_REQUIREMENT_.
Retype each entry verbatim. Do not include the images.

======== DATA EXTRACT ========

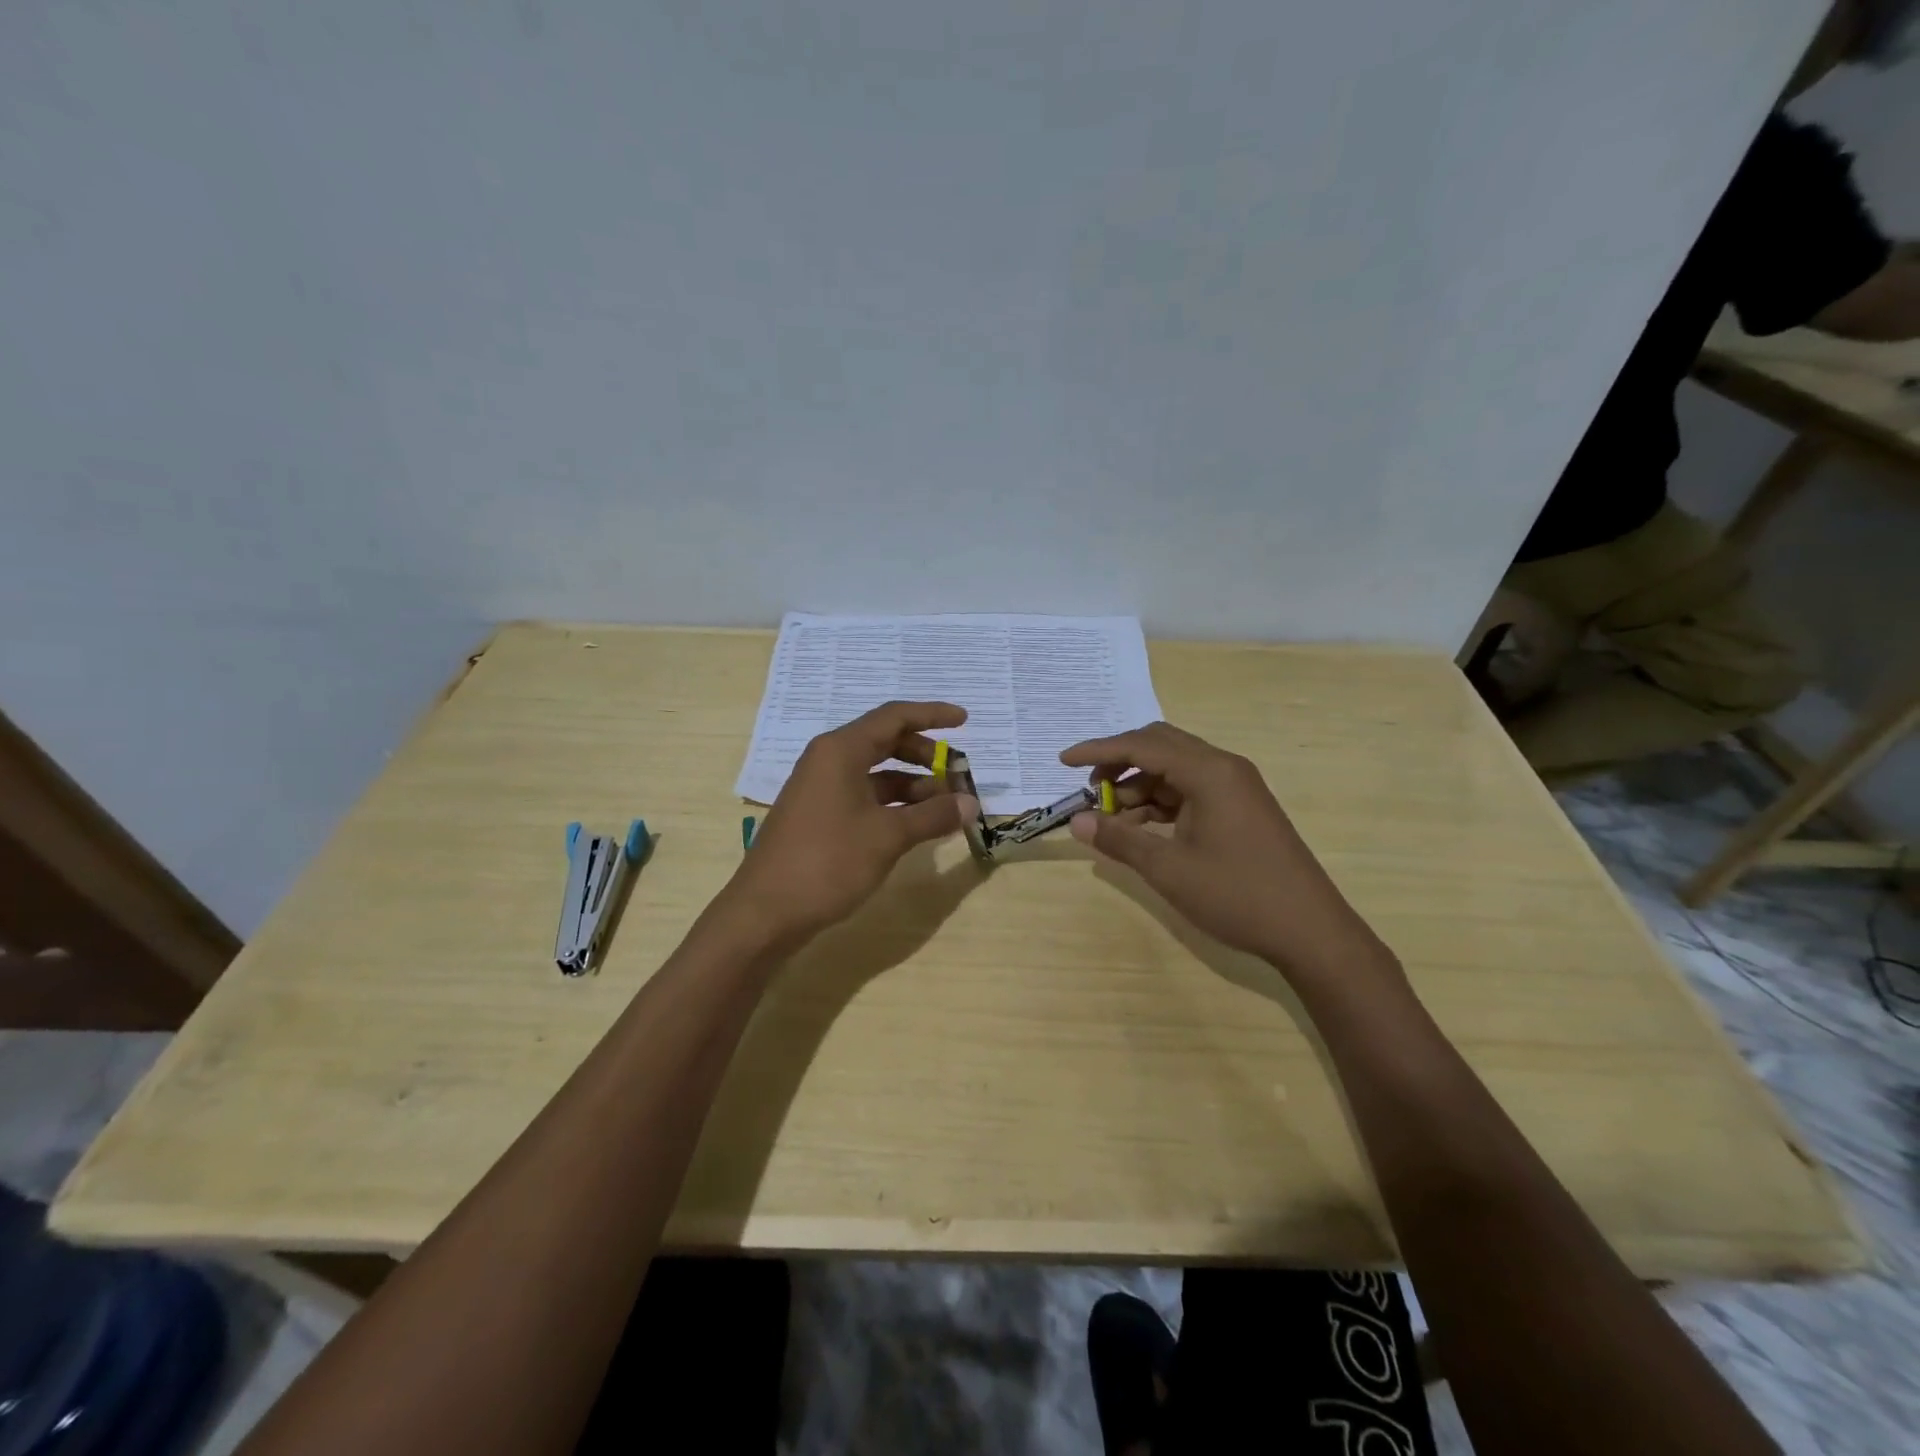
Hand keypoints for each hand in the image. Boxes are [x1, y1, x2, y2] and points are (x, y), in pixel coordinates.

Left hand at [722, 701, 979, 948]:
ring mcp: (821, 789)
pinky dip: (894, 805)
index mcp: (841, 750)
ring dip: (913, 785)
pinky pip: (865, 796)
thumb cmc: (828, 862)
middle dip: (925, 756)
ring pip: (876, 773)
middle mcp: (829, 760)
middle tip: (958, 776)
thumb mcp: (888, 836)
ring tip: (946, 808)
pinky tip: (917, 825)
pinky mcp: (819, 816)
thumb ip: (932, 815)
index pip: (894, 717)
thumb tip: (971, 804)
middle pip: (885, 742)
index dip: (932, 715)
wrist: (765, 913)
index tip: (965, 720)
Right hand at [1060, 722, 1391, 981]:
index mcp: (1209, 772)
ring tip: (1111, 820)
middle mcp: (1224, 768)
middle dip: (1120, 763)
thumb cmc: (1237, 895)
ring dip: (1139, 787)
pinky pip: (1190, 791)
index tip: (1063, 761)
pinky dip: (1161, 803)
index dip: (1098, 751)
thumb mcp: (1169, 869)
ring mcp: (1235, 788)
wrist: (1310, 931)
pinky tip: (1141, 830)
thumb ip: (1119, 840)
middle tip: (1091, 790)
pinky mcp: (1240, 809)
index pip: (1142, 745)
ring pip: (1174, 770)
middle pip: (1160, 746)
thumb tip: (1077, 822)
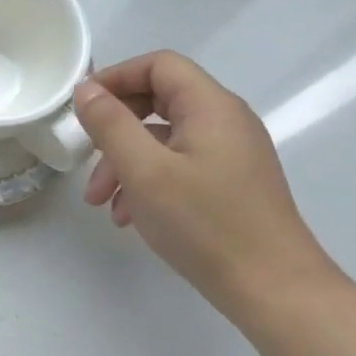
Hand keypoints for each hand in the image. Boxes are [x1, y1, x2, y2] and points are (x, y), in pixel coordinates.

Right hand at [73, 52, 341, 319]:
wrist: (273, 290)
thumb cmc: (205, 224)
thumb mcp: (144, 170)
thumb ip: (110, 124)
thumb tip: (86, 90)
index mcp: (211, 107)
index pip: (159, 65)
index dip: (116, 77)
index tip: (82, 107)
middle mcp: (226, 122)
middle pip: (158, 100)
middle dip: (114, 127)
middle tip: (85, 156)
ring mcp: (230, 154)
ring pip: (163, 138)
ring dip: (124, 161)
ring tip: (100, 201)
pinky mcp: (229, 184)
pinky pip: (178, 165)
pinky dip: (146, 180)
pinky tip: (128, 215)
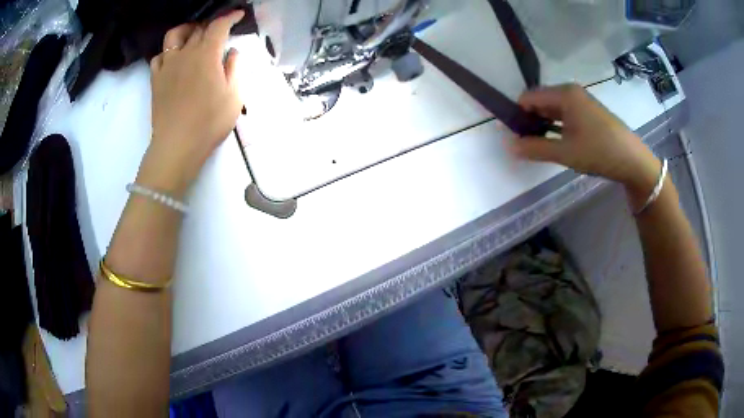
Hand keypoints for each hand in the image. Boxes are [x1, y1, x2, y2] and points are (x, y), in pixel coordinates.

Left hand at [138, 10, 244, 196]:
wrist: (177, 146)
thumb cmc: (209, 123)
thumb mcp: (234, 96)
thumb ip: (234, 68)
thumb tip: (231, 52)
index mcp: (207, 55)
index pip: (219, 26)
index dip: (229, 17)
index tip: (237, 15)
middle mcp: (185, 53)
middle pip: (198, 28)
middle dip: (211, 25)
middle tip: (219, 32)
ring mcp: (167, 65)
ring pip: (174, 36)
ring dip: (186, 31)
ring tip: (192, 37)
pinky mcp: (155, 79)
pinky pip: (159, 56)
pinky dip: (168, 52)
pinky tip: (174, 59)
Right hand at [511, 84, 660, 199]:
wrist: (633, 160)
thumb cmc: (599, 151)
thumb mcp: (565, 153)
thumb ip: (535, 148)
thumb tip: (508, 146)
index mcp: (563, 94)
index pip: (528, 97)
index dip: (518, 114)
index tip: (514, 135)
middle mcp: (571, 92)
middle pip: (540, 101)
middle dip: (530, 120)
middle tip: (525, 143)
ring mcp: (582, 102)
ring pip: (553, 109)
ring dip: (543, 125)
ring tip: (539, 145)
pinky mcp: (589, 113)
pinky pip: (565, 114)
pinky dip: (557, 126)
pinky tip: (557, 142)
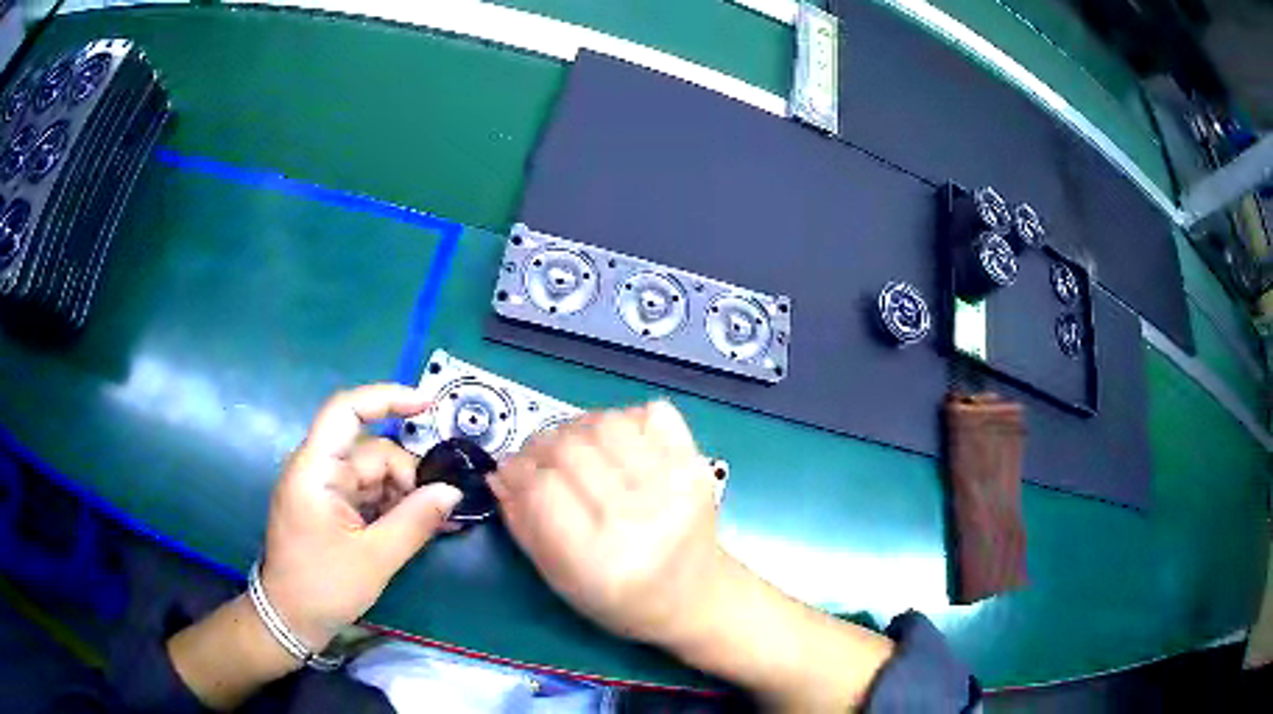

========

_REPLY TO THE EXERCISE_.
Hand keypoints for each hand in the image. Boxes are [x1, y1, x2, y2] and points are (x, y), in pixel coordinates.

Left hand at [722, 701, 979, 948]:
ring mcp: (821, 789)
pinky dip: (894, 805)
index mcp: (841, 750)
ring dip: (913, 785)
pinky pip: (865, 796)
thumb cmc: (828, 862)
middle dip: (925, 756)
ring pip: (876, 773)
middle mcp: (829, 760)
middle tip: (958, 776)
thumb mcp: (888, 836)
ring tip: (946, 808)
pinky tip: (917, 825)
pinky mcp: (819, 816)
thumb ip: (932, 815)
index pip: (894, 717)
thumb tip: (971, 804)
middle pip: (885, 742)
index dip: (932, 715)
wrist: (765, 913)
index tip: (965, 720)
Right hand at [1060, 722, 1391, 981]:
index mcp: (1209, 772)
ring tip: (1111, 820)
middle mcp: (1224, 768)
middle dip: (1120, 763)
thumb cmc: (1237, 895)
ring dip: (1139, 787)
pinky pip: (1190, 791)
index tip: (1063, 761)
pinky dip: (1161, 803)
index dip: (1098, 751)
thumb mcp: (1169, 869)
ring mcp: (1235, 788)
wrist: (1310, 931)
pinky tip: (1141, 830)
thumb ip: (1119, 840)
middle tip: (1091, 790)
pinky mcp: (1240, 809)
index pip: (1142, 745)
ring pip: (1174, 770)
middle pip: (1160, 746)
thumb tip: (1077, 822)
Hand keypoints for each hand in the image. Boxes are [x1, y1, x2, y2] and points are (x, y), in pixel coordinates.

Right hand at [73, 52, 341, 319]:
wrist: (273, 290)
thumb cmc: (205, 224)
thumb mcp: (144, 170)
thumb ip: (110, 124)
thumb tip: (86, 90)
index mcp: (211, 107)
index pip: (159, 65)
index dip: (116, 77)
index tip: (82, 107)
middle mcp: (226, 122)
middle pip: (158, 100)
middle dip: (114, 127)
middle tip: (85, 156)
ring mcp: (230, 154)
ring pip: (163, 138)
ring dip: (124, 161)
ring tip: (100, 201)
pinky mcp: (229, 184)
pinky pip: (178, 165)
pinky dip: (146, 180)
pinky tip: (128, 215)
Hand keypoints for each hand in the image. Boxes are [x1, y1, x2, y2] and points are (x, y), in pixel coordinates.

Left hand at [138, 10, 244, 196]:
wrist: (177, 146)
thumb cmc: (209, 123)
thumb mcp: (234, 96)
thumb ip: (234, 68)
thumb tip: (231, 52)
index mcp: (207, 55)
index pip: (219, 26)
index dip: (229, 17)
index tip: (237, 15)
middle mcp: (185, 53)
middle pip: (198, 28)
middle dip: (211, 25)
middle tip: (219, 32)
ring mcp: (167, 65)
ring pip: (174, 36)
ring dip: (186, 31)
ring tip: (192, 37)
pinky mcp: (155, 79)
pinky pip: (159, 56)
pinky dip: (168, 52)
pinky tip: (174, 59)
Right hand at [511, 84, 660, 199]:
wrist: (633, 160)
thumb cmc: (599, 151)
thumb mcp: (565, 153)
thumb ip: (535, 148)
thumb tip: (508, 146)
index mcp: (563, 94)
index pip: (528, 97)
index dip: (518, 114)
index tip: (514, 135)
middle mcp: (571, 92)
middle pip: (540, 101)
middle dip: (530, 120)
middle tip: (525, 143)
ring mcp: (582, 102)
ring pip: (553, 109)
ring dip: (543, 125)
ring tip: (539, 145)
pinky mcp: (589, 113)
pinky pip: (565, 114)
pinky dip: (557, 126)
pinky tip: (557, 142)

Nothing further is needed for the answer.